Can someone with knowledge address this for me?

Thank you-


----------



## Taco Lover (Jan 8, 2007)

A digital cable like HDMI either works or it doesn't. Monster Cable is overpriced trash. See www.monoprice.com for cables that work, and they are inexpensive.


----------



## LinkNuc (Jul 4, 2007)

Taco Lover said:


> A digital cable like HDMI either works or it doesn't. Monster Cable is overpriced trash. See www.monoprice.com for cables that work, and they are inexpensive.


Agreed, the only thing you migth want (really its not a big deal) is HDMI 1.3a spec if and only if you are watching a HD source such as Blu-ray for deep color, but again its like 120Hz TV's its really hard to tell the difference..but anyway HDIM cable.. it either works or it dosent ..Monster is a waste of money


----------



## spamstew (Feb 16, 2006)

Don't believe the hype!!! I'm using HDMI cables from monoprice.com.. My PQ is great!!!


----------



## LinkNuc (Jul 4, 2007)

spamstew said:


> Don't believe the hype!!! I'm using HDMI cables from monoprice.com.. My PQ is great!!!

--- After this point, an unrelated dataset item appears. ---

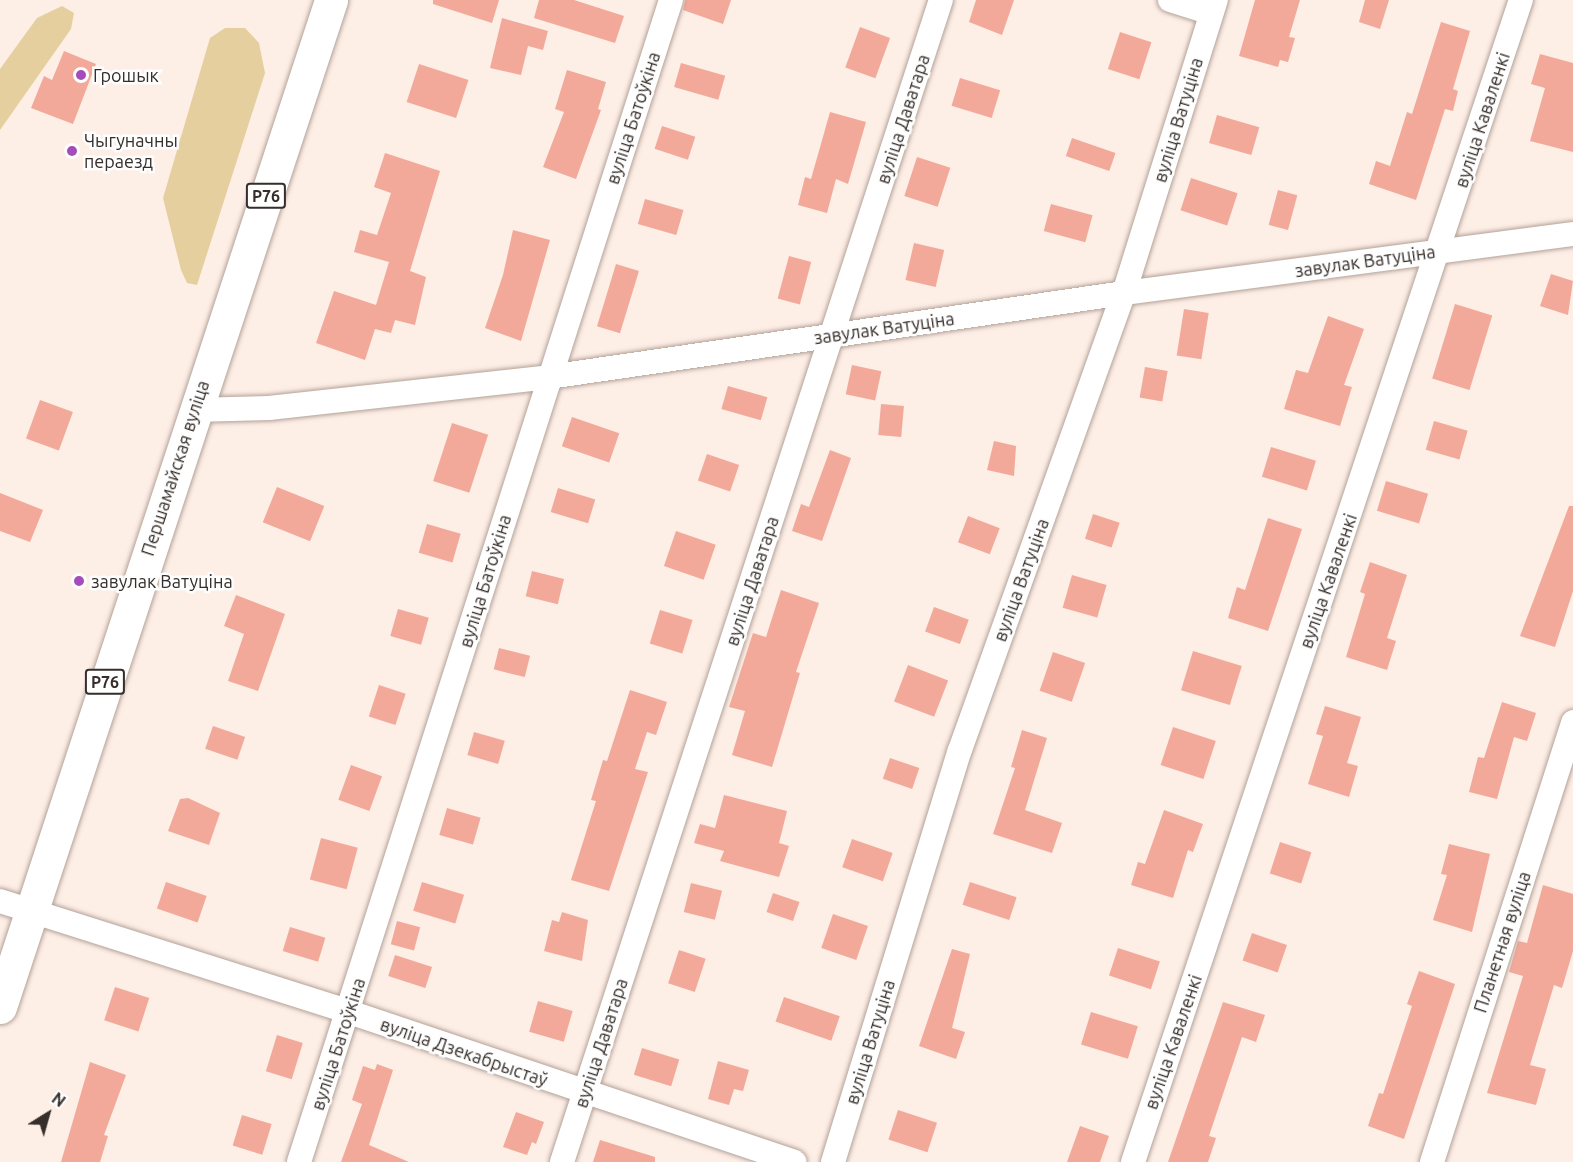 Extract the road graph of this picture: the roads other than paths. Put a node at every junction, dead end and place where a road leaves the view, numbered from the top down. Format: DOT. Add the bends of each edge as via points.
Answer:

Yup Monoprice is a great place for quality cables, HDMI is HDMI is HDMI....


----------



## dxCoqui (Nov 8, 2007)

I bought my 2 HDMI cables from amazon for about $5.50 each including shipping and the PQ in my VIZIO and DVD player are great. I would never by a monster cable, ever.


----------



## Steve_53 (Jul 6, 2005)

Another happy monoprice.com customer here, not only for HDMI cables but also Component and Optical cables too.


----------



## cdub998 (Aug 16, 2006)

Steve_53 said:


> Another happy monoprice.com customer here, not only for HDMI cables but also Component and Optical cables too.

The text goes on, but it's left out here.